In conclusion, this data analytics framework highlights the potential of RWE for guiding treatment decisions and policy development in oncology. RWD-informed models, capable of processing large volumes of routinely collected health data, are essential for assessing treatment strategies aimed at enhancing life expectancy and reducing health care costs. Despite ongoing challenges in implementing RWE frameworks, such tools hold promise as practical decision support systems in health care.
Disclosure
LM: Novartis, MSD: honoraria. Sanofi, Daiichi Sankyo: conference grants outside of the submitted work; LP: Novartis, Pfizer, Gilead: honoraria outside the submitted work; AS: Novartis, BMS, Immunocore: honoraria outside the submitted work; MB: Eli Lilly: conference grant outside the submitted work; MO: AstraZeneca, BMS, MSD: honoraria. AstraZeneca, BMS, MSD Advisory Role. Eli Lilly: Conference Grants outside the submitted work; TB: MSD, Sanofi, Pfizer, E Lilly: conference grants. MSD: honoraria outside the submitted work; SM: travel accommodation MSD, Sanofi, personal fees Italfarmaco AstraZeneca, outside the submitted work; CP: personal fees from BMS and MSD, outside the submitted work; FGMdB: reports a patent for PCT/IB2020/055956 pending and a patent for IT201900009954 pending; honoraria from, or consultant role for, Roche, EMD Serono, NMS Nerviano Medical Science, Sanofi, MSD, Novartis, Incyte, BMS, Menarini Healthcare Research & Pharmacoepidemiology, Merck Group, Pfizer, Servier, AMGEN, Incyte, outside the submitted work; GLR: consultant role for Roche, Novartis, BMS, MSD, AstraZeneca, Takeda, Amgen, Sanofi, Italfarmaco, Pfizer; payment or honoraria for lectures, presentations, speakers bureaus, manuscript writing or educational events from Roche, Novartis, BMS, MSD, AstraZeneca, Takeda, Amgen, Sanofi; support for attending meetings and/or travel from Roche, BMS, MSD; data safety monitoring board or advisory board for Roche, Novartis, BMS, MSD, AstraZeneca, Sanofi; has acted as principal investigator in sponsored clinical trials for Roche, Novartis, BMS, MSD, AstraZeneca, GSK, Amgen, Sanofi, outside the submitted work; AP: consulting or advisory role for BMS, AstraZeneca, Novartis; travel, accommodations, or other expenses paid or reimbursed by Roche, Italfarmaco; principal investigator of Spectrum Pharmaceuticals. personal fees from Roche, AstraZeneca and BMS, outside the submitted work.
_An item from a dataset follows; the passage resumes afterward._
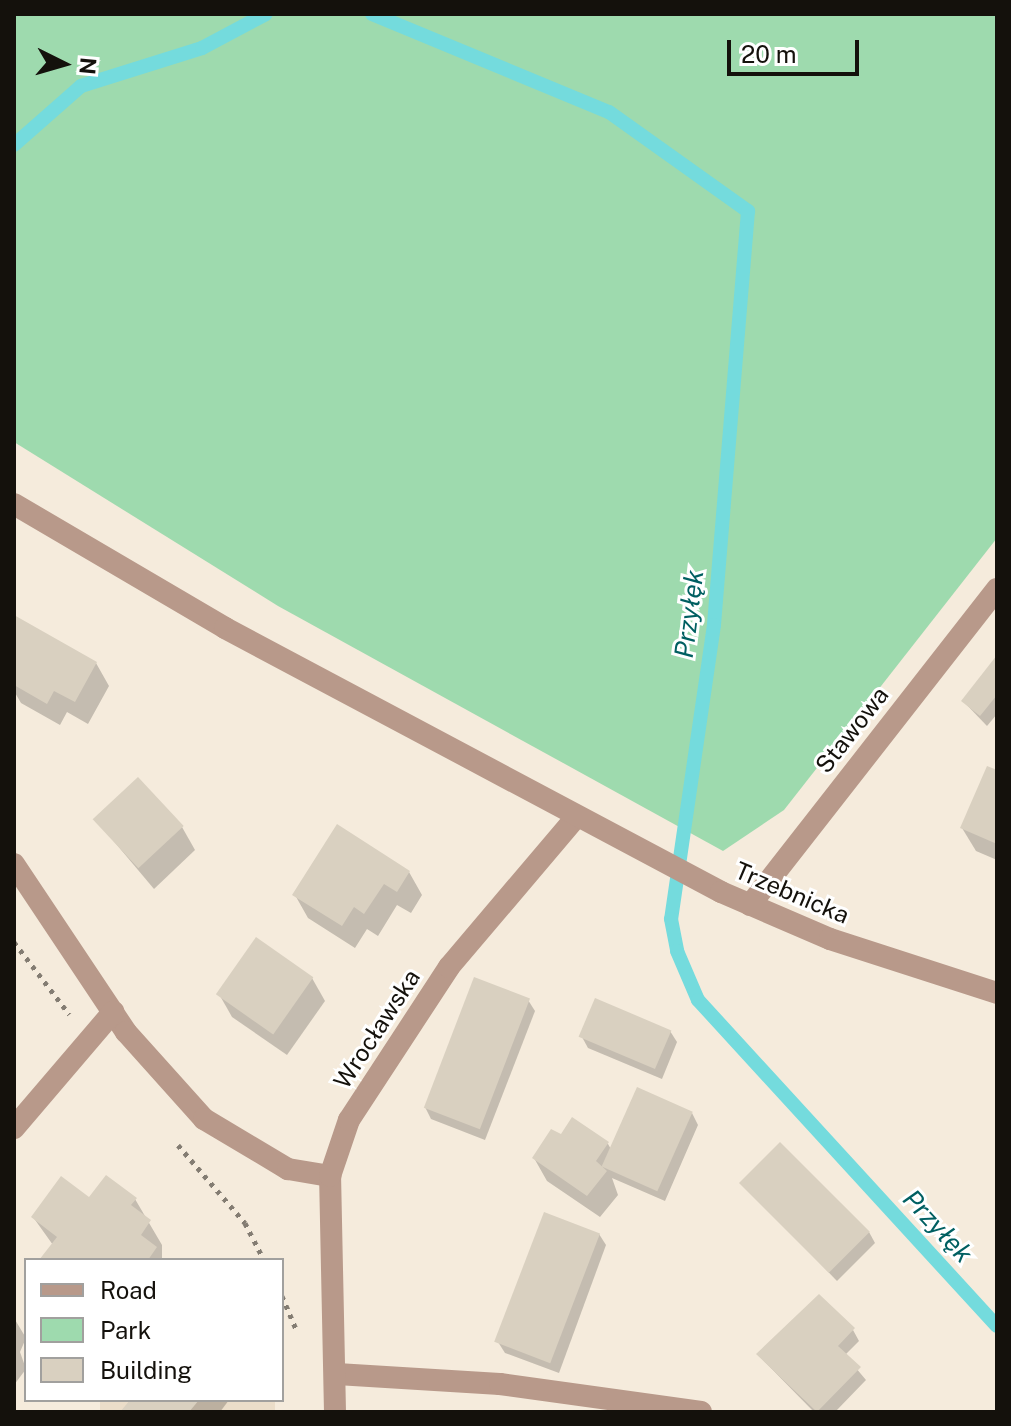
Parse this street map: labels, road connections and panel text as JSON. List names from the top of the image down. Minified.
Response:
{"streets":{"street":["Stawowa","Trzebnicka","Wrocławska"]},"crossings":[["Stawowa","Trzebnicka"],["Trzebnicka","Wrocławska"]],"water":["Przyłęk"],"legend":["Road","Park","Building"],"scale_bar":"20 m","north":"right"}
All other authors have declared no conflicts of interest.
Acknowledgements
We thank all the patients and the participating centers who accepted to actively participate in the Apollo 11 study with protocol number INT 128/22.
Funding
This work was supported by Fondazione IRCCS ‘Istituto Nazionale dei Tumori’, 5 per 1000 Ministry of Health funds under the project ‘DWH 2.0: maintenance, integration, harmonization, and diffusion’; and 5 per 1000 Ministry of University and Research funds and Fondazione IRCSS Istituto Nazionale dei Tumori, through its call for the Valorisation of Institutional Research Program BRI 2021 (no grant number). The research has also received non-conditioning support from AstraZeneca.
Data sharing
The datasets presented in this article are not readily available because of patients’ privacy protection. Requests to access the datasets should be directed to the corresponding author.